Native Bring Your Own Cluster (BYOC) environments typically offer broader capabilities and operational advantages compared to the Embedded Cluster deployment model.

Embedded (Kubernetes) Cluster (EC) Copied

This scenario is for customers who don’t have access to a Kubernetes platform and want ITRS to deploy the Embedded Cluster (packaged K0s) with ITRS Analytics.

Examples include:

Deployment directly on virtual machines (VMs)
Deployment directly on bare metal servers

Advantages of native Bring Your Own Cluster deployments Copied

Native Bring Your Own Cluster (BYOC) environments provide several operational advantages over Embedded Cluster (EC) deployments. The scenarios below illustrate how these advantages play out in real-world ITRS Analytics operations.

Ensuring resilient access with load balancers Copied

Scenario: Your organization runs multiple ITRS Analytics ingestion services and UIs that must remain accessible even during high traffic spikes.

A load balancer is required in all deployment models to ensure resilient access to ITRS Analytics services.

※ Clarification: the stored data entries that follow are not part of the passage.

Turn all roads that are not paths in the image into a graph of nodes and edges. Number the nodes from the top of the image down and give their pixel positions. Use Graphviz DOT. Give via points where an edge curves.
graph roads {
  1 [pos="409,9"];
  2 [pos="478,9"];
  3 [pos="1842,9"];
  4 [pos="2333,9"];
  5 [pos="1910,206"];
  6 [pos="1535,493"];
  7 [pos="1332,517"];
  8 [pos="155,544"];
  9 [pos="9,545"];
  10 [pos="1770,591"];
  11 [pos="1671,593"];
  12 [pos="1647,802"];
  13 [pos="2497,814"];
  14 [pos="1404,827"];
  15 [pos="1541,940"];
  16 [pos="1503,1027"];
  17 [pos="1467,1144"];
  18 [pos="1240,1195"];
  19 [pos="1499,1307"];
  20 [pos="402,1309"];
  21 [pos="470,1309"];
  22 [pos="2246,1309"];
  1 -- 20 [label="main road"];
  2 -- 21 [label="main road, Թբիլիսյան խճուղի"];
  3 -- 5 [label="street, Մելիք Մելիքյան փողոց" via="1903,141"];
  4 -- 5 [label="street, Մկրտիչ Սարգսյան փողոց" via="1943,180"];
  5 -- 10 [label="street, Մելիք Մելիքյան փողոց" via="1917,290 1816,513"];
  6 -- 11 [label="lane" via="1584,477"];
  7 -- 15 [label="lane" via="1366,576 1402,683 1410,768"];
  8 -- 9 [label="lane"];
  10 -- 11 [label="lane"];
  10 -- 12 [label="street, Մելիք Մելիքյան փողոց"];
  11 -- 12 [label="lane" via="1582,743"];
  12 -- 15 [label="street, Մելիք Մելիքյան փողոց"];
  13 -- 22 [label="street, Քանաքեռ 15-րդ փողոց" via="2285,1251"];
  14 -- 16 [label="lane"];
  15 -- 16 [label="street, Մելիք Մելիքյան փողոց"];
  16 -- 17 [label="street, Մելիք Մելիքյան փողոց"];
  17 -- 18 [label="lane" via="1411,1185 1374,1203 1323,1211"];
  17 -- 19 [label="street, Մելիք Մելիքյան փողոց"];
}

In a Bring Your Own Cluster environment, especially in cloud-based setups, a load balancer is typically readily available and integrates seamlessly with Kubernetes. It distributes traffic across multiple service replicas and often integrates with DNS services, helping maintain stable URLs and endpoints during scaling events or network changes.

In Embedded Cluster deployments, a load balancer is still required but is not provided as part of the deployment. Customers must supply and manage their own load balancer, which can be hardware-based or software-based. This usually requires additional planning and coordination with the network or infrastructure team.